When I thought of that fissure and of those hills, a feeling of disquietude filled me, and I had to excuse myself and sip at a glass of water—that same damnable Severn water, I realized too late to stop myself—while I regained my composure. Why I should find thoughts of that fissure and of those hills so distressing, I could not recall.
This time MacIvar grudgingly yielded to my request, insisting that nothing would be found, but willing in his burly, overbearing way to humor this troublesome American. I reported this potential break to Alexander Myshkin by Transatlantic telephone, and spent the remainder of the day more or less productively employed.
Again that night I feigned migraine and excused myself from my cousin’s company. She expressed concern for my well-being and offered to summon a doctor to examine me, but I ran from her company a
nd locked myself in my room. I stared into the fiery orb of the sun as it fell beneath the Severn Hills, then willed myself across the miles to the turret.
As I approached it tonight I realized that it had changed its form again, assuming the features of a style of architecture unknown and unfamiliar to me, but clearly of the most advanced and elaborate nature imaginable.

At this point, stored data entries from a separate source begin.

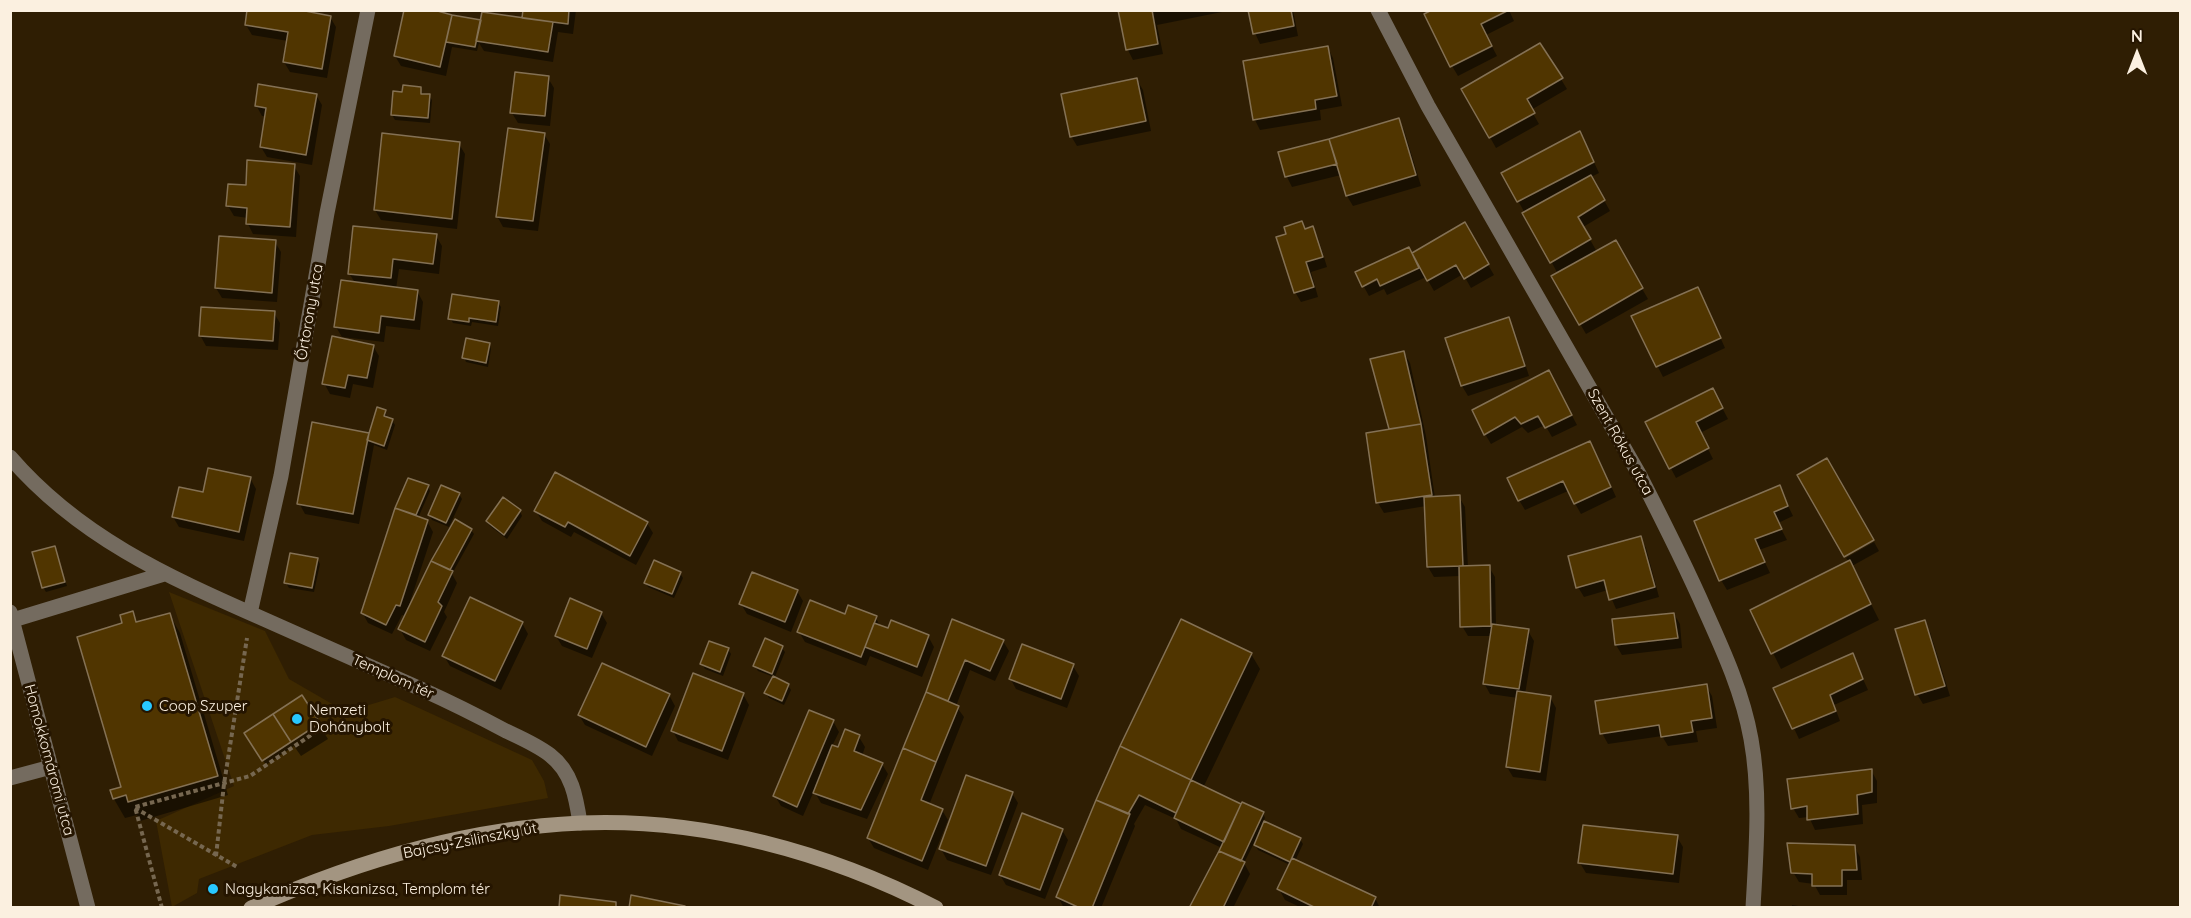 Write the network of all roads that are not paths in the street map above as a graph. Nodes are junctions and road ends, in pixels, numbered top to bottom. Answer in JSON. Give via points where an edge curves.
{"nodes":[{"id":1,"x":368,"y":10,"type":"edge"},
{"id":2,"x":1378,"y":10,"type":"edge"},
{"id":3,"x":10,"y":457,"type":"edge"},
{"id":4,"x":164,"y":574,"type":"junction"},
{"id":5,"x":250,"y":613,"type":"junction"},
{"id":6,"x":12,"y":616,"type":"edge"},
{"id":7,"x":51,"y":767,"type":"junction"},
{"id":8,"x":10,"y":778,"type":"edge"},
{"id":9,"x":580,"y":823,"type":"junction"},
{"id":10,"x":88,"y":908,"type":"edge"},
{"id":11,"x":251,"y":908,"type":"edge"},
{"id":12,"x":936,"y":908,"type":"edge"},
{"id":13,"x":1753,"y":908,"type":"edge"}],
"edges":[{"from":1,"to":5,"type":"street","name":"Őrtorony utca","via":[[327,213],[281,476]]},
{"from":2,"to":13,"type":"street","name":"Szent Rókus utca","via":[[1428,106],[1639,474],[1724,650],[1745,708],[1752,741],[1757,820]]},
{"from":3,"to":4,"type":"street","name":"Templom tér","via":[[79,522]]},
{"from":4,"to":5,"type":"street","name":"Templom tér"},
{"from":4,"to":6,"type":"street"},
{"from":5,"to":9,"type":"street","name":"Templom tér","via":[[455,704],[537,747],[551,756],[573,784]]},
{"from":6,"to":7,"type":"street","name":"Homokkomáromi utca"},
{"from":7,"to":8,"type":"street"},
{"from":7,"to":10,"type":"street","name":"Homokkomáromi utca"},
{"from":9,"to":11,"type":"street","name":"Bajcsy-Zsilinszky út","via":[[510,830],[429,846],[343,872]]},
{"from":9,"to":12,"type":"street","name":"Bajcsy-Zsilinszky út","via":[[677,827],[766,843],[828,861]]}]}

I flashed through the window, sped past the machines and their attendants, and hovered above the gray plain. I had reached a decision. Tonight I would pursue my investigation of the plain to its end! I swooped low over the plain, passed rapidly over the Victorian village—for such is the way I now labeled this assemblage of souls—over the Roman encampment, over the rough Pictish gathering, and on. What would I find, I wondered—Neanderthals?
Instead, to my astonishment, I recognized the ectoplasmic manifestation of an Egyptian pyramid. I dropped toward it, entered an opening near its base, and found myself in a hall of carven obsidian, lined with living statues of the Egyptian hybrid gods—the hawk-headed Horus, the jackal-headed Anubis, the ibis-god Thoth, the crocodile god Sobk—and I knew, somehow, that these, too, were not physical representations created by some ancient sculptors, but the very souls of the creatures the Egyptians worshipped!
I did not stay long, although I could see that ceremony was taking place in which worshippers prostrated themselves, making offerings and chanting in honor of their strange deities. I sped from the pyramid and continued along the plain, wondering what next I would encounter.
In Silicon Valley, Alexander Myshkin and I had spent many hours, after our day’s work was completed, arguing and pondering over the many mysteries of the world, including the great mystery of Atlantis. Was it a mere legend, a Platonic metaphor for some moral paradigm, a fable concocted to amuse the childish and deceive the credulous? Myshkin was inclined to believe in the literal reality of Atlantis, while I was utterly skeptical.
Alexander Myshkin was right.
The Atlantean settlement was suffused with a blue light all its own. Yes, the Atlanteans were the precursors and the inspiration of the Egyptians. Their gods were similar but were mightier and more elegant than the Egyptians’ their temples were more beautiful, their pyramids more titanic, their costumes more fantastic.